By PHS 795 student, Gabrielle Waclawik
A few weeks ago, President Trump proclaimed he considered the opioid epidemic a national emergency. Our nation’s opioid crisis has been brewing over many years, really since the 1990’s when pain gained recognition as the fifth vital sign and opioids, the ‘wonder drug’ were utilized in response. But it really was not until the problem began to infiltrate and make noise in the more white and affluent communities in the last 5-10 years, that the opioid epidemic began to gain traction in the mainstream and popular media. Now, this is no longer an issue that we, as a society, can ignore, as non-prescription opioid use, addiction, overdoses, and preventable deaths have increased at such a dramatic and exponential rate over the last decade. Most importantly, we must not forget that much of this illicit drug use started as a routine prescription for opioids from a licensed health provider. In fact, according to the CDC, people who are addicted to prescription opioid painkillers are 40 times more likely to be addicted to heroin.
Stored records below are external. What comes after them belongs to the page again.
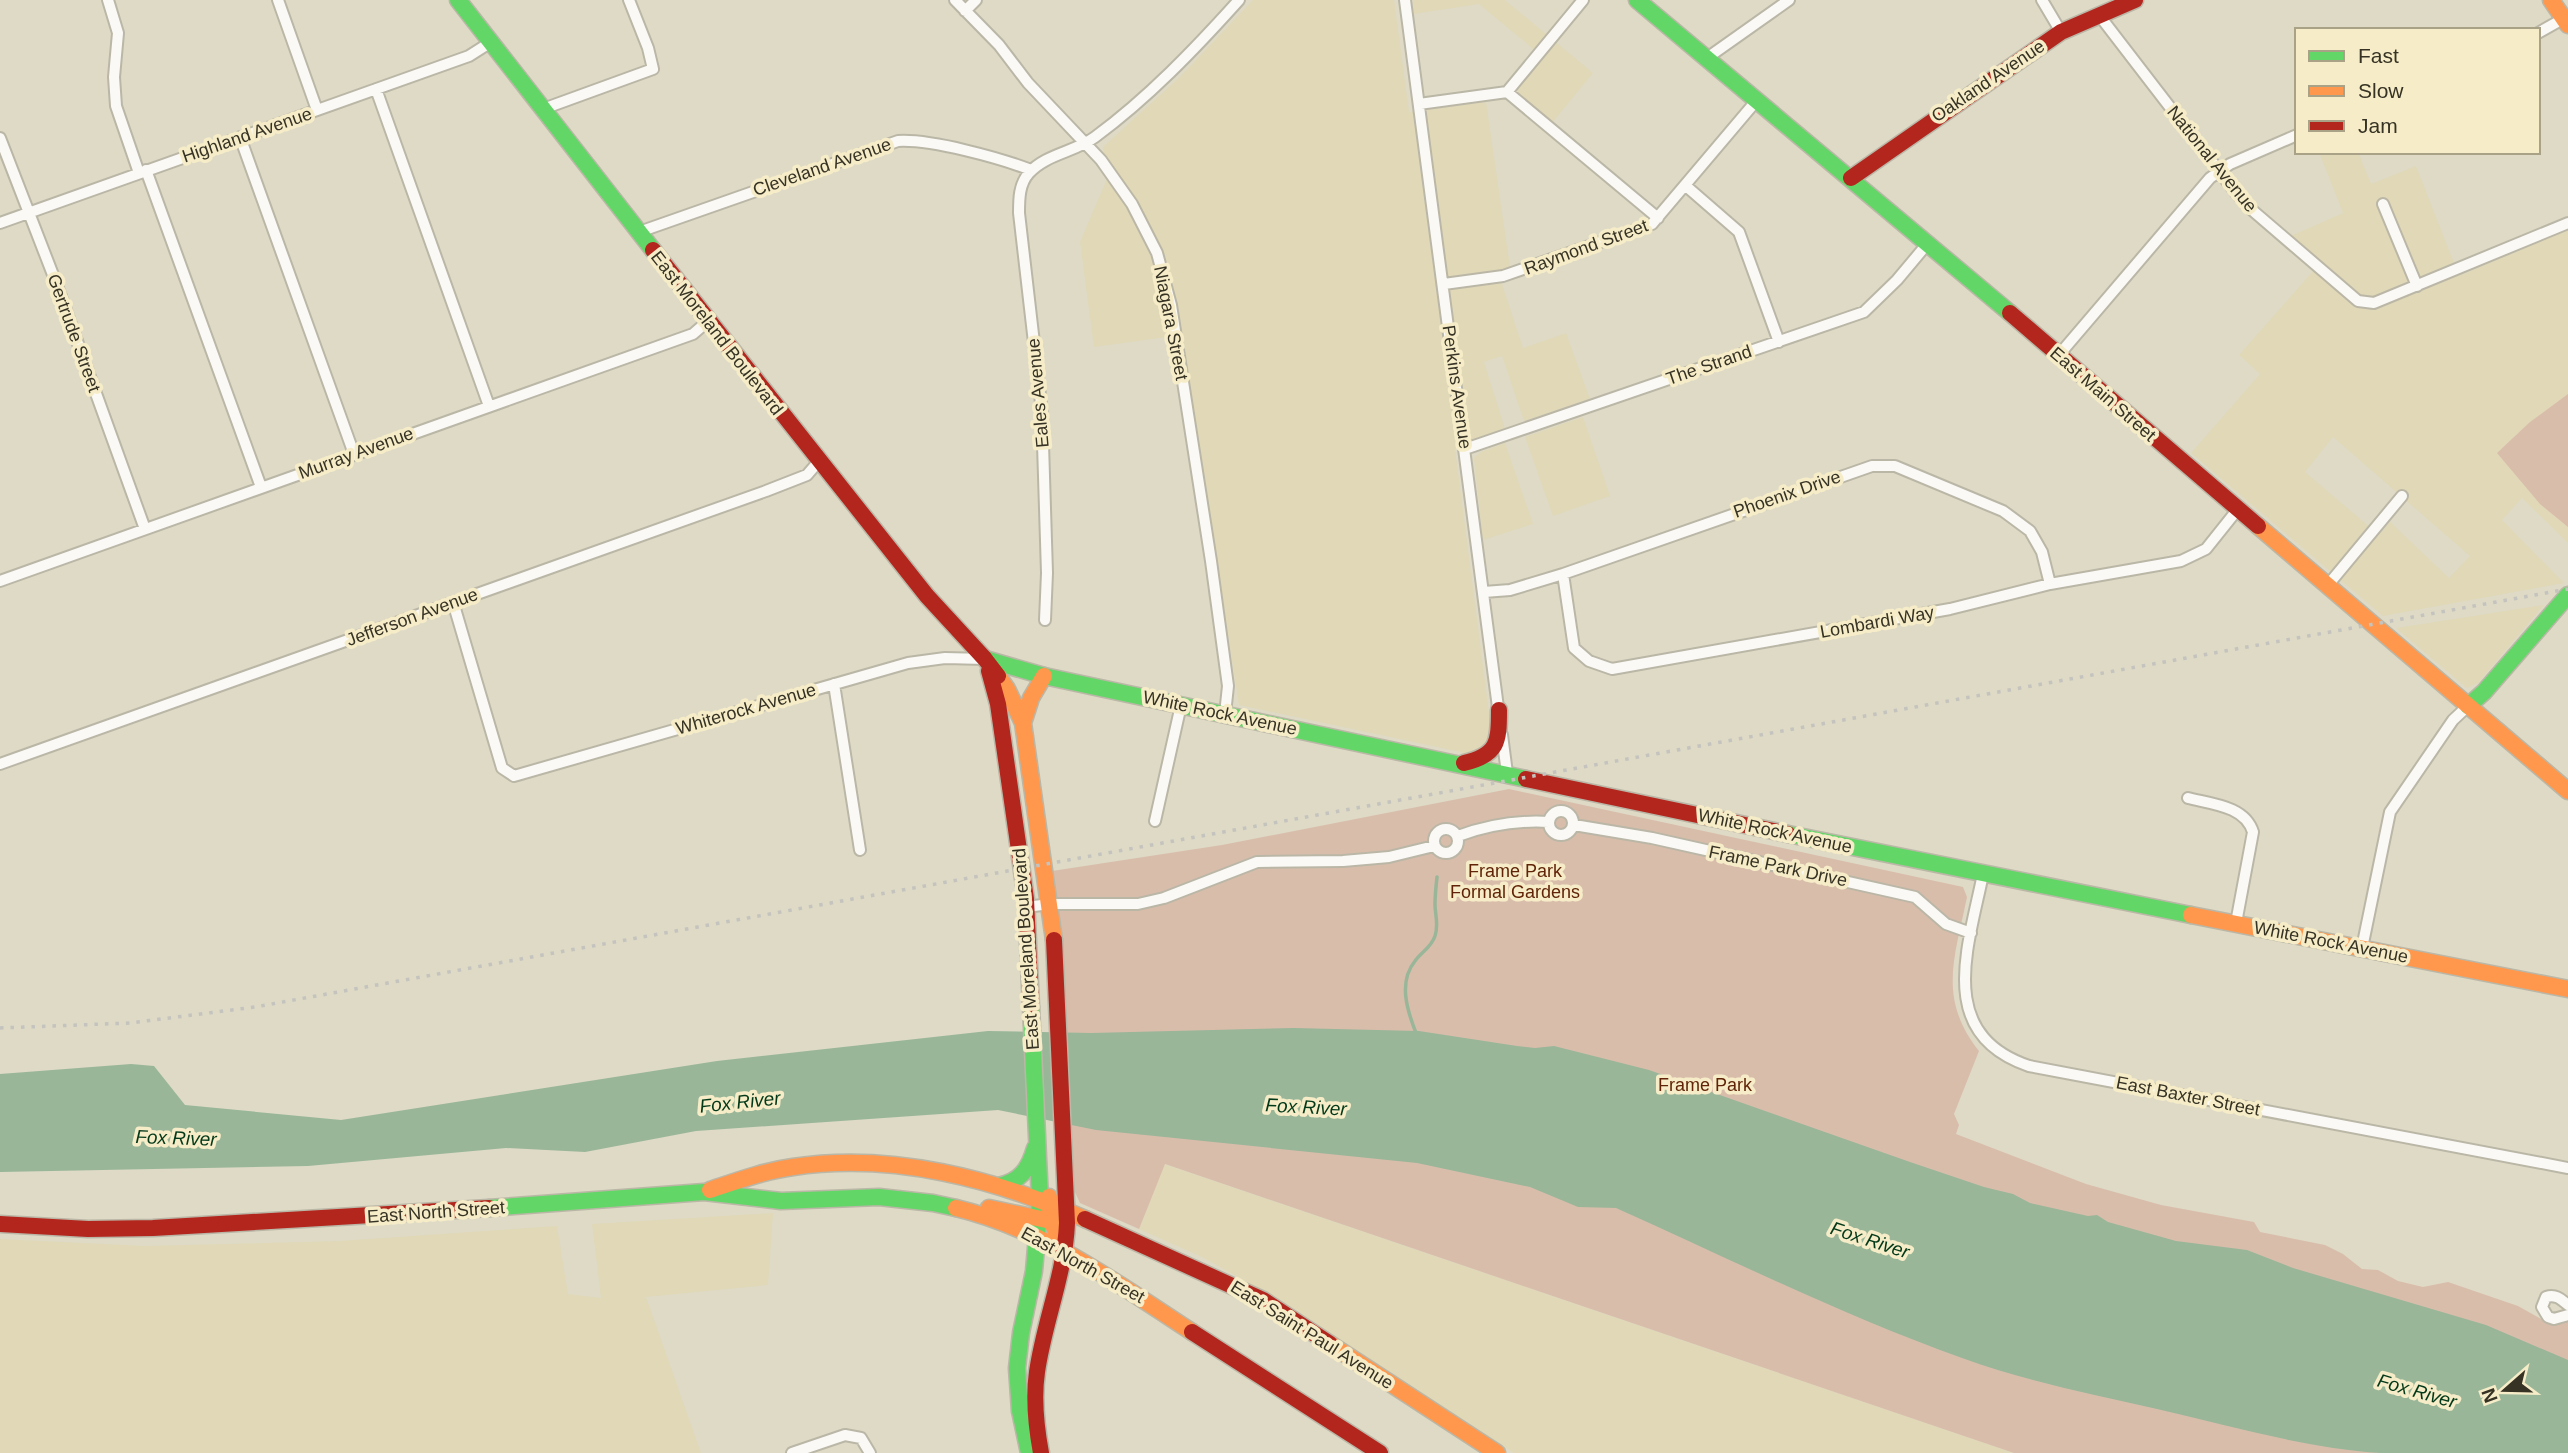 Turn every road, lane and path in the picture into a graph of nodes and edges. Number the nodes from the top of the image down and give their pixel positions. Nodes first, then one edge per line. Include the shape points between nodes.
1 (108, 0) edge
2 (278, 0) edge
3 (458, 0) edge
4 (629, 0) edge
5 (955, 0) edge
6 (976, 0) edge
7 (1239, 0) edge
8 (1405, 0) edge
9 (1583, 0) edge
10 (1637, 0) edge
11 (1789, 0) edge
12 (2042, 0) edge
13 (2134, 0) edge
14 (2551, 0) edge
15 (965, 11) junction
16 (2099, 15) junction
17 (2566, 20) edge
18 (2061, 32) junction
19 (2540, 32) edge
20 (491, 42) junction
21 (1707, 58) junction
22 (376, 89) junction
23 (1507, 92) junction
24 (1757, 100) junction
25 (1419, 104) junction
26 (543, 109) junction
27 (317, 110) junction
28 (2295, 136) edge
29 (240, 137) junction
30 (0, 138) edge
31 (1087, 143) junction
32 (1031, 170) junction
33 (2220, 170) junction
34 (143, 172) junction
35 (1851, 178) junction
36 (1686, 186) junction
37 (2383, 204) dead end
38 (30, 212) junction
39 (1658, 218) junction
40 (0, 223) edge
41 (2568, 223) edge
42 (639, 232) junction
43 (1928, 243) junction
44 (1444, 284) junction
45 (2417, 286) junction
46 (708, 321) junction
47 (1779, 342) junction
48 (2058, 356) junction
49 (489, 406) junction
50 (1465, 449) junction
51 (354, 454) junction
52 (819, 461) junction
53 (261, 487) junction
54 (2402, 496) dead end
55 (2238, 509) junction
56 (145, 529) junction
57 (1563, 574) junction
58 (0, 581) edge
59 (2050, 583) junction
60 (2328, 585) junction
61 (1484, 592) junction
62 (2568, 595) edge
63 (453, 602) junction
64 (1045, 620) dead end
65 (985, 659) junction
66 (1044, 676) junction
67 (834, 684) junction
68 (1181, 705) junction
69 (2468, 706) junction
70 (1499, 709) junction
71 (1225, 714) junction
72 (1023, 723) junction
73 (0, 764) edge
74 (1460, 764) junction
75 (1507, 774) junction
76 (2566, 786) edge
77 (2188, 798) dead end
78 (1035, 799) junction
79 (1012, 802) junction
80 (1155, 821) dead end
81 (1549, 822) junction
82 (1574, 825) junction
83 (1458, 836) junction
84 (1434, 846) junction
85 (860, 850) dead end
86 (1983, 874) junction
87 (1051, 904) junction
88 (1026, 907) junction
89 (2236, 923) junction
90 (1971, 933) junction
91 (2362, 948) junction
92 (2568, 989) edge
93 (1042, 1135) junction
94 (2568, 1168) edge
95 (998, 1186) junction
96 (704, 1192) junction
97 (849, 1197) junction
98 (1045, 1211) junction
99 (1068, 1212) junction
100 (0, 1224) edge
101 (1039, 1238) junction
102 (1065, 1251) junction
103 (2568, 1305) edge
104 (2568, 1315) edge
105 (792, 1453) edge
106 (870, 1453) edge
107 (1029, 1453) edge
108 (1041, 1453) edge
109 (1380, 1453) edge
110 (1497, 1453) edge

1 - 34 street via 118,33 116,106
2 - 27 street
3 - 20 main road, East Moreland Boulevard
4 - 26 street via 653,69
5 - 15 street, Niagara Street
6 - 15 street
7 - 31 street via 1156,86
8 - 25 street, Perkins Avenue
9 - 23 street
10 - 21 main road, East Main Street
11 - 21 street
12 - 18 street
13 - 16 main road, Oakland Avenue
14 - 17 main road
15 - 31 street, Niagara Street
16 - 18 main road, Oakland Avenue
16 - 33 street, National Avenue
17 - 19 street
18 - 35 main road, Oakland Avenue
20 - 22 street, Highland Avenue via 469,56
20 - 26 main road, East Moreland Boulevard
21 - 24 main road, East Main Street
22 - 27 street, Highland Avenue
22 - 49 street
23 - 25 street
23 - 39 street
24 - 35 main road, East Main Street
24 - 36 street, Raymond Street
25 - 44 street, Perkins Avenue
26 - 42 main road, East Moreland Boulevard
27 - 29 street, Highland Avenue
28 - 33 street
29 - 34 street, Highland Avenue
29 - 51 street
30 - 38 street, Gertrude Street
31 - 32 street
31 - 71 street, Niagara Street via 1132,204 1164,275 1211,561 1228,686
32 - 42 street, Cleveland Avenue via 1006,160 898,141
32 - 64 street, Eales Avenue via 1022,184 1019,213 1042,412
33 - 45 street, National Avenue via 2252,210 2358,301 2374,303
33 - 48 street
34 - 38 street, Highland Avenue
34 - 53 street
35 - 43 main road, East Main Street
36 - 39 street, Raymond Street
36 - 47 street via 1739,232
37 - 45 street
38 - 40 street, Highland Avenue
38 - 56 street, Gertrude Street
39 - 44 street, Raymond Street via 1630,233 1503,276
41 - 45 street, National Avenue
42 - 46 main road, East Moreland Boulevard
43 - 47 street, The Strand via 1864,312
43 - 48 main road, East Main Street
44 - 50 street, Perkins Avenue
46 - 49 street, Murray Avenue via 693,334
46 - 52 main road, East Moreland Boulevard
47 - 50 street, The Strand
48 - 55 main road, East Main Street
49 - 51 street, Murray Avenue
50 - 61 street, Perkins Avenue
51 - 53 street, Murray Avenue
52 - 63 street, Jefferson Avenue via 807,475 776,487
52 - 65 main road, East Moreland Boulevard via 927,596
53 - 56 street, Murray Avenue
54 - 60 street
55 - 59 street, Lombardi Way via 2206,549 2181,561
55 - 60 main road, East Main Street
56 - 58 street, Murray Avenue
57 - 59 street, Phoenix Drive via 1846,473 1895,466 2003,511 2030,531 2042,552
57 - 59 street, Lombardi Way via 1574,648 1589,661 1612,669 1950,609
57 - 61 street, Phoenix Drive via 1510,590
60 - 69 main road, East Main Street
61 - 70 street, Perkins Avenue
62 - 69 main road
63 - 67 street, Whiterock Avenue via 502,768 509,775
63 - 73 street, Jefferson Avenue
65 - 66 main road, White Rock Avenue
65 - 67 street, Whiterock Avenue via 908,663
65 - 72 main road, East Moreland Boulevard via 1007,689
65 - 79 main road, East Moreland Boulevard via 998,704
66 - 68 main road, White Rock Avenue
66 - 72 main road
67 - 85 street
68 - 71 main road, White Rock Avenue
68 - 80 street
69 - 76 main road, East Main Street
69 - 91 street via 2453,720 2390,812
70 - 74 main road via 1495,747 1485,757
70 - 75 street, Perkins Avenue
71 - 74 main road, White Rock Avenue
72 - 78 main road, East Moreland Boulevard
74 - 75 main road, White Rock Avenue
75 - 86 main road, White Rock Avenue
77 - 89 street via 2232,809 2250,822 2253,832
78 - 79 main road
78 - 87 main road, East Moreland Boulevard
79 - 88 main road, East Moreland Boulevard
81 - 82 street, Frame Park Drive via 1551,830 1560,834
81 - 82 street, Frame Park Drive via 1563,811
81 - 83 street, Frame Park Drive via 1495,825
82 - 90 street, Frame Park Drive via 1915,897 1946,924
83 - 84 street, Frame Park Drive via 1457,845 1448,853
83 - 84 street, Frame Park Drive via 1449,829 1439,831
84 - 87 street, Frame Park Drive via 1390,857 1257,862 1138,904
86 - 89 main road, White Rock Avenue
86 - 90 street, East Baxter Street
87 - 88 street, Frame Park Drive
87 - 99 main road, East Moreland Boulevard
88 - 93 main road, East Moreland Boulevard via 1038,1027
89 - 91 main road, White Rock Avenue
90 - 94 street, East Baxter Street via 1965,974 1967,1007 1983,1039 2011,1060
91 - 92 main road, White Rock Avenue
93 - 95 main road via 1022,1178
93 - 98 main road, East Moreland Boulevard
95 - 96 main road, East North Street via 926,1168 873,1163 778,1170
95 - 98 main road, East North Street
96 - 97 main road, East North Street via 781,1201
96 - 100 main road, East North Street via 169,1227
97 - 98 main road via 885,1188
97 - 101 main road, East North Street via 909,1200 990,1218
98 - 99 main road via 1060,1218
98 - 101 main road, East Moreland Boulevard
98 - 102 main road
99 - 102 main road, East Moreland Boulevard
99 - 110 main road, East Saint Paul Avenue via 1263,1300
101 - 102 main road, East North Street
101 - 107 main road, East Moreland Boulevard via 1017,1362
102 - 108 main road, East Moreland Boulevard via 1035,1371 1034,1412
102 - 109 main road, East North Street
103 - 104 street via 2552,1296 2546,1297 2542,1307 2554,1319
105 - 106 street via 845,1435 858,1436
However, some still argue against the use of their tax dollars towards funding free needle exchange programs, or easier public access to a readily available antidote (Naloxone), claiming that this only propagates a message that illicit drug use is tolerated by our society. Others, perhaps, believe this is an isolated problem among the drug user community, that does not affect them, thus how can it be a public health issue of national concern requiring collective action? But in reality, beyond the addiction, the overdoses, and the preventable deaths, downstream effects have now become extremely evident, with increasing numbers of new Hepatitis C and HIV cases on the rise. According to the CDC, new Hepatitis C cases in the U.S. grew nearly 300 percent between 2010 and 2015. In 2015, the state of Indiana’s new Hepatitis C cases were increasing as such a rapid rate that the state declared it a public health emergency, immediately making syringe exchange programs legal for the first time ever in its state. Furthermore, the access to medication alone for Hepatitis C treatment has been a greatly debated topic due to its high costs, and whether state and federal medical programming should be bearing this burden. This does not even begin to include the preventable drain of numerous other resources such as hospital costs or decreased work force productivity.
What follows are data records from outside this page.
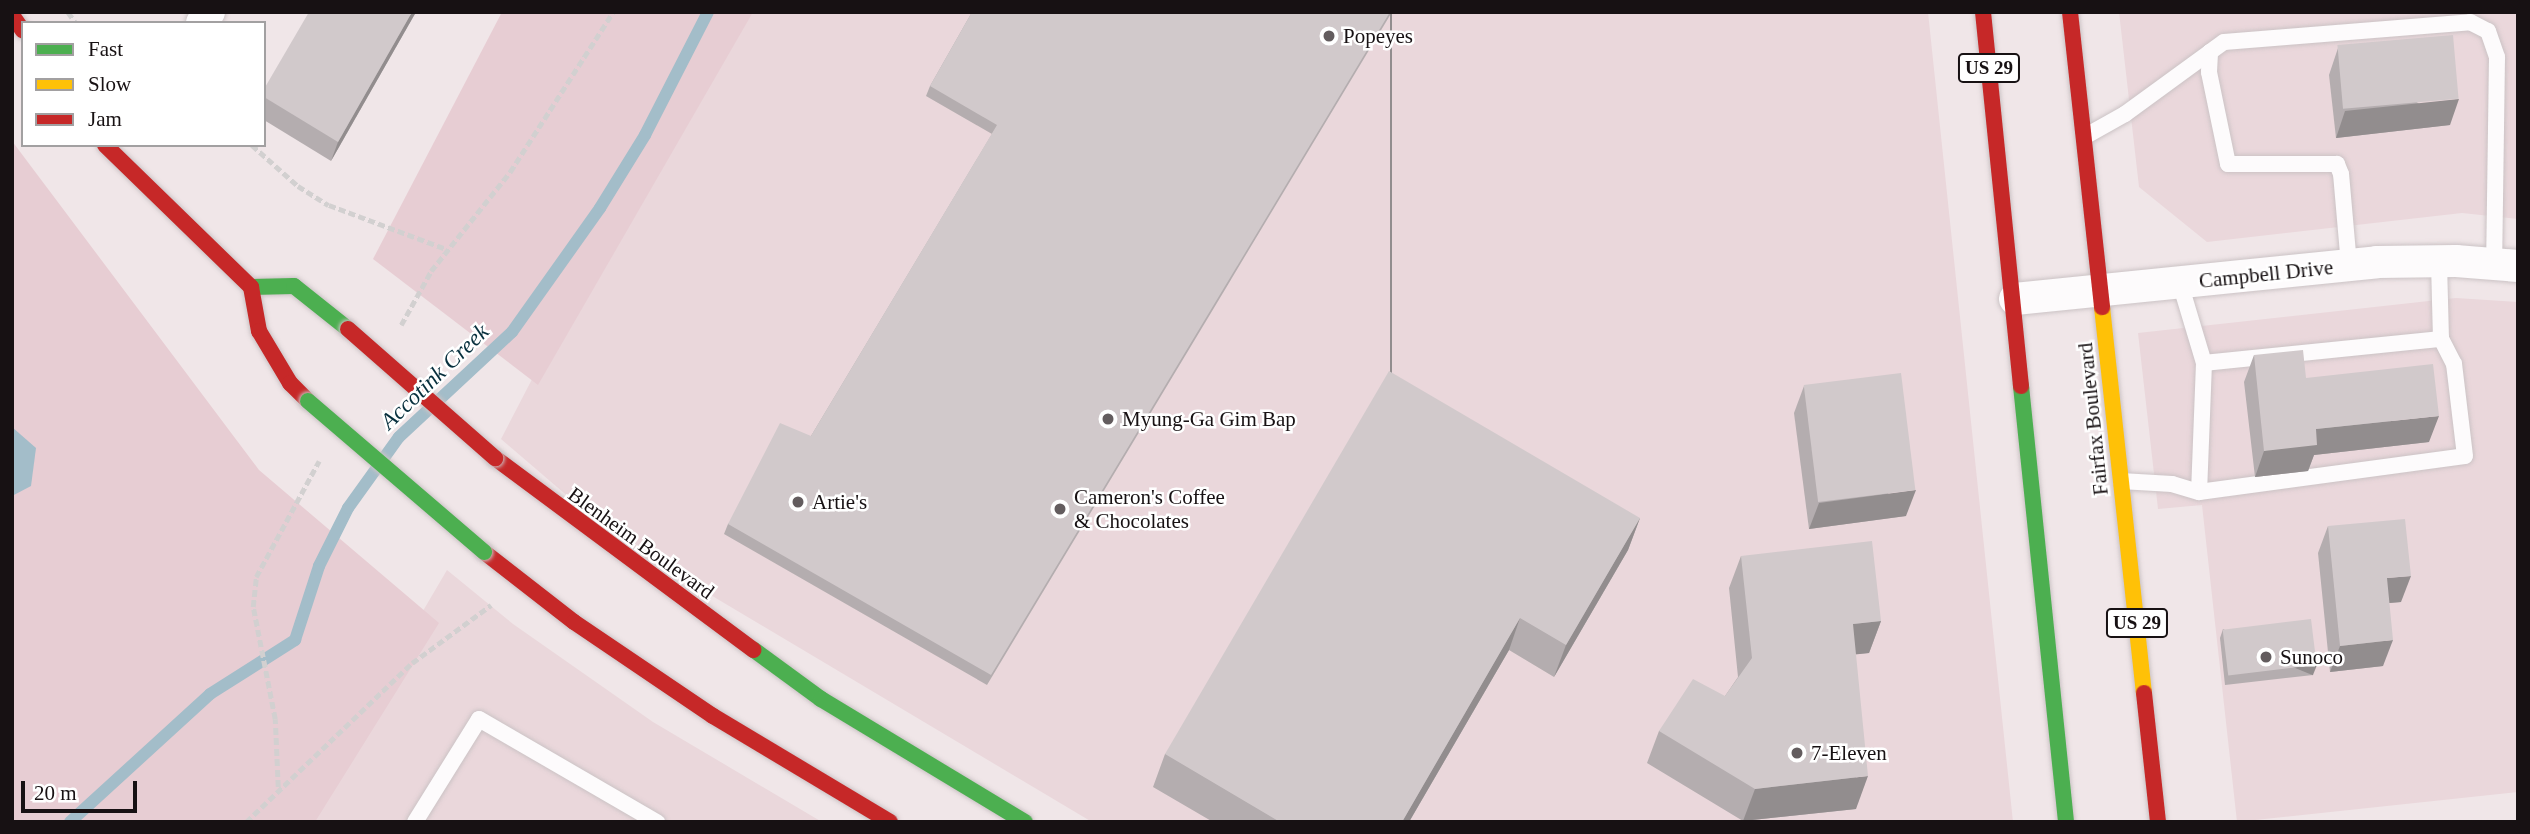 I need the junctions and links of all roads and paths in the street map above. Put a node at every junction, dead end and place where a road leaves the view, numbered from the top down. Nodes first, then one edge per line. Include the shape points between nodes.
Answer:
1 (613, 12) edge
2 (1983, 12) edge
3 (2070, 12) edge
4 (2210, 52) junction
5 (2083, 137) junction
6 (255, 147) edge
7 (118, 151) edge
8 (447, 249) junction
9 (2439, 261) junction
10 (2349, 265) junction
11 (2506, 265) edge
12 (2180, 283) junction
13 (251, 287) junction
14 (2101, 290) junction
15 (2015, 299) junction
16 (400, 326) dead end
17 (2441, 339) junction
18 (2204, 363) junction
19 (320, 461) dead end
20 (2121, 481) junction
21 (2199, 492) junction
22 (515, 576) junction
23 (278, 788) junction
24 (996, 796) junction
25 (246, 822) edge
26 (415, 822) edge
27 (657, 822) edge
28 (890, 822) edge
29 (985, 822) edge
30 (1025, 822) edge
31 (2066, 822) edge
32 (2158, 822) edge

1 - 8 path via 510,172
2 - 15 main road, US 29
3 - 5 main road, Fairfax Boulevard / US 29
4 - 5 lane via 2125,114
4 - 10 lane via 2209,72 2228,164 2337,164
4 - 11 lane via 2224,42 2470,22 2488,31 2497,57
5 - 14 main road, Fairfax Boulevard / US 29
6 - 8 path via 298,186 329,205
7 - 13 main road
8 - 16 path
9 - 10 street, Campbell Drive
9 - 11 street, Campbell Drive
9 - 17 lane
10 - 12 street, Campbell Drive
12 - 14 street, Campbell Drive
12 - 18 lane
13 - 22 main road, bridge via 259,331 290,383
13 - 24 main road, Blenheim Boulevard, bridge via 294,286 525,484 821,699
14 - 15 street, Campbell Drive
14 - 20 main road, Fairfax Boulevard / US 29
15 - 31 main road, US 29
17 - 18 lane
17 - 21 lane via 2454,364 2465,456
18 - 21 lane
19 - 23 path via 256,578 253,607 275,719
20 - 21 lane
20 - 32 main road, Fairfax Boulevard / US 29
22 - 23 path via 474,621 412,663
22 - 28 main road via 713,716
23 - 25 path
24 - 29 lane
24 - 30 main road, Blenheim Boulevard
26 - 27 lane via 479,719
The degree of complexity the opioid epidemic presents requires multi-disciplinary action on many levels, and has, more recently, finally forced a government response. On a state level, Wisconsin has led the charge with republican Representative Nygren, whose own daughter experienced heroin overdose and continues to battle drug addiction. Rep. Nygren brought forth the HOPE Act, which was initially signed in 2014 but continues to have addendums up for vote. On a national level, while President Trump may have made a public verbal statement acknowledging the issue, weeks later he still has yet to officially sign the paperwork to formally declare the opioid crisis a national emergency. In fact, the Atlantic article points out that despite Trump’s efforts to repeal the Affordable Care Act, the failure to repeal avoided a dramatic cut to Medicaid and thus maintained states’ ability to respond to the opioid crisis through the broader coverage of treatment and substance abuse programs. By signing the declaration, it will allow us easier access to federal disaster funds and waiving of certain federal program regulations. So that we can more quickly and robustly respond to this growing opioid epidemic, please sign the paperwork, President Trump.